Concepts and explanations should be taught to students with sufficient mathematical rigor in a manner that connects with and expands their knowledge of the subject. For this reason, subject-matter didactics placed value on constructing viable and robust mental representations (Grundvorstellungen) to capture mathematical concepts and procedures as they are represented in the mental realm. In the 80s, views of the nature of learning as well as objects and methods of research in mathematics education changed and the perspective was widened and opened towards new directions and gave more attention to the learners’ perspective. This shift of view issued new challenges to subject-related considerations that have been enhanced by the recent discussion about professional mathematical knowledge for teaching. (Jahnke et al. 2017, p. 307)

But the pattern of pendulum movements was repeated. Around the 1970s and 1980s, more attention was paid to the students’ needs, own goals, and individual difficulties. That was a significant development, especially in the FRG. In the GDR, the centrally set goals for mathematics lessons were not up for debate, so teaching focused more on individual support, both to overcome deficits and to support endowments.

The growing interest in researching individual learning processes in the FRG had to do with various social developments. In addition to questions and new answers about the content of mathematics teaching (e.g., New Math and problem-solving ), more questions were asked about the ways that classes were organized. The Sputnik shock and the 1968 movement spurred many of these questions (Schubring 2014, 2016) and led to the propagation of antiauthoritarian education. The institutionalized education of mathematics teachers at colleges and universities was influenced by developments in mathematics as well as education in both German states.

Parallel to the social developments that gave the individual and his or her needs more space, constructivist notions of learning received great attention and replaced previous behaviorist concepts. However, there were differences between developments in the FRG and in the GDR until 1990. In the GDR, the 1968 movement had little influence on schools, which were controlled by the state; as a result, the pendulum swing toward antiauthoritarian education was much less pronounced and behavioral ideas about learning were not thrown overboard so quickly. For example, in the new federal states the repetition of basic knowledge and basic skills has always been a common practice. So-called “daily exercises” or as we say now “mixed mental exercises” are very well suited to keep the basics alive. Such methods were hardly known in the FRG.

Some of the characteristic features (not only as a goal , but visible in the reality) of math classes in the eastern part of Germany were:

  • application of mathematical knowledge

  • close connection of mathematics with other subjects

  • discovering theorems and proving them.

Of course, there was still great potential for development, and these aspects were subjects of teacher training.
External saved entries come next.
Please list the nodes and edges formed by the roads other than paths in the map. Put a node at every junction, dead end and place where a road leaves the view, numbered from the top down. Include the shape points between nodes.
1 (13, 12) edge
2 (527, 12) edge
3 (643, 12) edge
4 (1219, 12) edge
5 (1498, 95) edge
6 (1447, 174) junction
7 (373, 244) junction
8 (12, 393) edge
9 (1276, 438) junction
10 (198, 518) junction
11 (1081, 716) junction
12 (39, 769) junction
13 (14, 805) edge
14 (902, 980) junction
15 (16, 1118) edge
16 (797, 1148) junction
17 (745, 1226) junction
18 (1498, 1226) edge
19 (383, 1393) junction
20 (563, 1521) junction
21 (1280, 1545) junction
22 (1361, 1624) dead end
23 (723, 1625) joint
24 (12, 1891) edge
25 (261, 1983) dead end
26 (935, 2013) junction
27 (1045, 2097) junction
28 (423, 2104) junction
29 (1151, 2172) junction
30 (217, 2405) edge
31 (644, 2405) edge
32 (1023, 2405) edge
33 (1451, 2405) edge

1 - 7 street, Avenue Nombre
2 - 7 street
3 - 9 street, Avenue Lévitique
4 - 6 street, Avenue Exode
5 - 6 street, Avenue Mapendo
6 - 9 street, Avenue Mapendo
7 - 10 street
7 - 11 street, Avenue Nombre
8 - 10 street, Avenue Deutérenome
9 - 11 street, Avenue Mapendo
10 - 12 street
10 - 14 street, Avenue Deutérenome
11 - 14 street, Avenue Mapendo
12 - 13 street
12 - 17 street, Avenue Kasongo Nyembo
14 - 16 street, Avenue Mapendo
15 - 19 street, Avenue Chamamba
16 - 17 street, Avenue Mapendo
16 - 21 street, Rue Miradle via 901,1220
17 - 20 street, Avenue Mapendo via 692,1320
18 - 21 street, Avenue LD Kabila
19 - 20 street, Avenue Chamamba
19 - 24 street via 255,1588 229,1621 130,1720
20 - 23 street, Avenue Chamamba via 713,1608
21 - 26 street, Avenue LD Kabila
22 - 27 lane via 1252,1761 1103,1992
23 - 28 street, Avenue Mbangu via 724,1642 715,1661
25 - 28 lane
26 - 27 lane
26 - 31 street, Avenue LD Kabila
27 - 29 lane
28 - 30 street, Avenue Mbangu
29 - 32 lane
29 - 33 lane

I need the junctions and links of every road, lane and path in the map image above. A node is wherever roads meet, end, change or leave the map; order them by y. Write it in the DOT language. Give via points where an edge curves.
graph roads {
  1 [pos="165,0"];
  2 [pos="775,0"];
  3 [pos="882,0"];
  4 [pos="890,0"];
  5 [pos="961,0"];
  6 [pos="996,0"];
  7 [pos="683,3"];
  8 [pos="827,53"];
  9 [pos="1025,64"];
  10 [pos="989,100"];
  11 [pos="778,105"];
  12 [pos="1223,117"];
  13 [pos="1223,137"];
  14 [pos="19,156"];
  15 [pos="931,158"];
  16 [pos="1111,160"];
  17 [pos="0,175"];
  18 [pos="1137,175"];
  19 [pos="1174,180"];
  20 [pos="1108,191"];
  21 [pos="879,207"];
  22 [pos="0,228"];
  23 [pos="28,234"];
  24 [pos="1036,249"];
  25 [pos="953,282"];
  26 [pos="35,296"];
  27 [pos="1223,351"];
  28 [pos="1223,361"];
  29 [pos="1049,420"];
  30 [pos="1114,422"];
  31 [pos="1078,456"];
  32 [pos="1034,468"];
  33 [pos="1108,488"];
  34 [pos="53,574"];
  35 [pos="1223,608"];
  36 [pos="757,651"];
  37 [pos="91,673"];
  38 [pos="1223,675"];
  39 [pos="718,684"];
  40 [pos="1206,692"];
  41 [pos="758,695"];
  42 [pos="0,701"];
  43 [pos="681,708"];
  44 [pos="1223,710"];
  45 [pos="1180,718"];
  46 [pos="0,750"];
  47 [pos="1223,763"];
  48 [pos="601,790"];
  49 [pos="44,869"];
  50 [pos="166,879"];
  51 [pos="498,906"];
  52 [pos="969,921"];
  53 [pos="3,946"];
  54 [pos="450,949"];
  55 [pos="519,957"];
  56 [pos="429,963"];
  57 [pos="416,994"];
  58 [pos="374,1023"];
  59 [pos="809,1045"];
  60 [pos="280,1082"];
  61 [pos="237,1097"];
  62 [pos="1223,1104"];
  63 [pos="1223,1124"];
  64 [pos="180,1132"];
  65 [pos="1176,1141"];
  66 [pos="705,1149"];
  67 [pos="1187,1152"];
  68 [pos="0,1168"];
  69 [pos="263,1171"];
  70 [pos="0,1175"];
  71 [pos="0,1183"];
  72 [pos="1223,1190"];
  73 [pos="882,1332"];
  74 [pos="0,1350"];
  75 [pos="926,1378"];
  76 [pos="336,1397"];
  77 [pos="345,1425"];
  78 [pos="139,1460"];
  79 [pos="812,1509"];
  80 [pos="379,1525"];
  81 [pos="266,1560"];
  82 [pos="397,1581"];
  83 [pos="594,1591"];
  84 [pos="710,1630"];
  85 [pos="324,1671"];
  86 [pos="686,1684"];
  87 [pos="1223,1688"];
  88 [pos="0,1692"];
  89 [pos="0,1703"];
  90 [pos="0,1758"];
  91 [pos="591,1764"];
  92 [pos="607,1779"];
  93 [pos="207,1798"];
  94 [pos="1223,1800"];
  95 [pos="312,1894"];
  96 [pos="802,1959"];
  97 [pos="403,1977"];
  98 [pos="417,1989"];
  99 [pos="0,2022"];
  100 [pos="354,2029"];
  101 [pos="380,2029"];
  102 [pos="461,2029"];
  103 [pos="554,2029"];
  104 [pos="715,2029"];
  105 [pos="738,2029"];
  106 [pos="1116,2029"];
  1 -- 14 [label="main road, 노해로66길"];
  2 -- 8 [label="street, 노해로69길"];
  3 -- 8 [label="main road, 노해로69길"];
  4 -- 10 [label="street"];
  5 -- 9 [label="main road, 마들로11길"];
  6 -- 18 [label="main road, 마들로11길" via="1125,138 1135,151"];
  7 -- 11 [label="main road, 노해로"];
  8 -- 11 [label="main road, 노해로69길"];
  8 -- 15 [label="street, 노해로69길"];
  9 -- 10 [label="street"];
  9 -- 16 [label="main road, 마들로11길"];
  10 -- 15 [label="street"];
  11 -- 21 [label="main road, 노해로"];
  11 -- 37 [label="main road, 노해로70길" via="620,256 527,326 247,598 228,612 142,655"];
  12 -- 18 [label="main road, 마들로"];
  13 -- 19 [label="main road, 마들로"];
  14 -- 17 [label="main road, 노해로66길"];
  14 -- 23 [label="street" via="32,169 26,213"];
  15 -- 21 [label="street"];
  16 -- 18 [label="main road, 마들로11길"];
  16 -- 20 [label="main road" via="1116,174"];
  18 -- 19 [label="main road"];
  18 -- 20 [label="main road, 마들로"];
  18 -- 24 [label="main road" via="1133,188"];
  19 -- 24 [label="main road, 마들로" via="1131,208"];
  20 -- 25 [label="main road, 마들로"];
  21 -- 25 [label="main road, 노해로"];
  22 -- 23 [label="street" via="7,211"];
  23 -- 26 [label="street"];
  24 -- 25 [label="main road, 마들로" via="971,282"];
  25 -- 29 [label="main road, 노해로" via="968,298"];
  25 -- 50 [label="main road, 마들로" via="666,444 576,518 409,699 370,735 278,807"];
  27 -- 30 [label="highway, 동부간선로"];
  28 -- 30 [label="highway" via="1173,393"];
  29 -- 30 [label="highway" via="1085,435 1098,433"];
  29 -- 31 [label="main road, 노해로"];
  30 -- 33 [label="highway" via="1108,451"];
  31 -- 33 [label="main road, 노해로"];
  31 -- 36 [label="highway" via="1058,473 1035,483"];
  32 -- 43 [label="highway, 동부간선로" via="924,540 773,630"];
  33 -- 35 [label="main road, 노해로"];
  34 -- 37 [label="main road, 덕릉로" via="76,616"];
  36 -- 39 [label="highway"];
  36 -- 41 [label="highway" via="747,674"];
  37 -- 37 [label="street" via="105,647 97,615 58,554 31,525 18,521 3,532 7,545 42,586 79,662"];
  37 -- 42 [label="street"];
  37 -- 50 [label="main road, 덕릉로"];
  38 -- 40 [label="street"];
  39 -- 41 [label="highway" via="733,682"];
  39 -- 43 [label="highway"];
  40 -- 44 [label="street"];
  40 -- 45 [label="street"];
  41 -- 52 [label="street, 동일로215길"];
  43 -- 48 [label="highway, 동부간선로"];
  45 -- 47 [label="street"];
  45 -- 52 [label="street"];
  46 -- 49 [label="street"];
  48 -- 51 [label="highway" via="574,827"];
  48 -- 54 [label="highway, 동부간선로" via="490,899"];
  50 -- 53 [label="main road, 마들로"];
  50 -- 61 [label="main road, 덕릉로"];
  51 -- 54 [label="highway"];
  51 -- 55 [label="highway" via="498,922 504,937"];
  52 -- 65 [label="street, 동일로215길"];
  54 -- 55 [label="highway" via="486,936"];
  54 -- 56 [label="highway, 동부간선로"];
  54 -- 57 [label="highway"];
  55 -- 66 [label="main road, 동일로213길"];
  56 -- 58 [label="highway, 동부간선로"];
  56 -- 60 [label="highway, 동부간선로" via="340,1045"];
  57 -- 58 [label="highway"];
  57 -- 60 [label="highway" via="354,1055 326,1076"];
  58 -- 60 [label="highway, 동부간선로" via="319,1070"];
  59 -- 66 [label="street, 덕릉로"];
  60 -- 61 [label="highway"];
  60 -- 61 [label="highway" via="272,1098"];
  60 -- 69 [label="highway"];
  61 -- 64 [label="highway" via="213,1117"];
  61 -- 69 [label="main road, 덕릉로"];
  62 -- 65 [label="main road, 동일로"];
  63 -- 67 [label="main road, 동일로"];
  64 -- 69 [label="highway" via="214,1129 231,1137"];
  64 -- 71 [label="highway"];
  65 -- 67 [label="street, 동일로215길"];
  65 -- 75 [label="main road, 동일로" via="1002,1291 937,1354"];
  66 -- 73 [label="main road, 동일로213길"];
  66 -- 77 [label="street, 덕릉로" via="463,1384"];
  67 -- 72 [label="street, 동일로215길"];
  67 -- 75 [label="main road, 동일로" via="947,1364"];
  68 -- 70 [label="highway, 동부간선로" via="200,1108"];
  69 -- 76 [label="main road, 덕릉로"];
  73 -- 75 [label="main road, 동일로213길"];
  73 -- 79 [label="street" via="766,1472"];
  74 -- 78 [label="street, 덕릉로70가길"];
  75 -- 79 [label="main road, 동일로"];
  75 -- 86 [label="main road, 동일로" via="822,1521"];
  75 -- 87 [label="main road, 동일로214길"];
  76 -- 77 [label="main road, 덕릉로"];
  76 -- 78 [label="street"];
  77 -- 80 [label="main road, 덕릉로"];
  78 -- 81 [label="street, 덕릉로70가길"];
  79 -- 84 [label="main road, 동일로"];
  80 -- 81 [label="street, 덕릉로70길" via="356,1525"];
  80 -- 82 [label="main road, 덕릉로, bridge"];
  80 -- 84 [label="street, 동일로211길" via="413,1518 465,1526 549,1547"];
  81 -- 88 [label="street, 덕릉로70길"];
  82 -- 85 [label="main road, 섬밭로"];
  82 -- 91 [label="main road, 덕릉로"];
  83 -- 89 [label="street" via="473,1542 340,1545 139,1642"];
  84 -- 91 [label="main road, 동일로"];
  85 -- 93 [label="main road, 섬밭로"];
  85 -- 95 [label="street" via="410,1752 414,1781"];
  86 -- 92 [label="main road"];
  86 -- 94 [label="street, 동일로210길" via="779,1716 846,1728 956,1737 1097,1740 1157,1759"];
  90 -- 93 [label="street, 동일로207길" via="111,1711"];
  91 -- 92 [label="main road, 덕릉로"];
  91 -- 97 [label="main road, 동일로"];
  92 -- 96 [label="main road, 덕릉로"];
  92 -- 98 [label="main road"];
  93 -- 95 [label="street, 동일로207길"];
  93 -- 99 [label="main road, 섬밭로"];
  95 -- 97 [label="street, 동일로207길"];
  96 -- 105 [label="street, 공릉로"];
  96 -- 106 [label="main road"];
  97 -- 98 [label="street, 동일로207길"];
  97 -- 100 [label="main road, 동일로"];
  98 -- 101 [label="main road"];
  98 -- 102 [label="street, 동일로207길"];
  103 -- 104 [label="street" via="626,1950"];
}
In the GDR, colleges of education and universities were solely responsible for teacher training, including practical phases. School-practical studies accompanied academic study.

In the old federal states, a two-phase teacher education was favored with a traineeship run by the state school administration after students finished university studies. However, there was also a pilot project for single-phase teacher training in Oldenburg and Osnabrück, which was comparable to the model in the GDR (Daxner et al. 1979) . This model was not pursued for political reasons. The two-phase teacher education prevailed. There was no time for a discussion of alternatives. At the time of the accession of the GDR by the FRG, all structures of the old federal states were introduced in the east without examination.

The concept of single-phase teacher education was introduced at the same time, and a nationwide dispute over the introduction of comprehensive schooling began. The question was whether the schools should be differentiated—by age or by school type. The debate was also an example of the abovementioned pendulum swings. Now in united Germany there is a certain variety of schools, but, for the most part, only the names in the different federal states differ, not the concepts. The question of the “best” type of school and school system continues to smolder in the background and repeatedly comes up in political discussions.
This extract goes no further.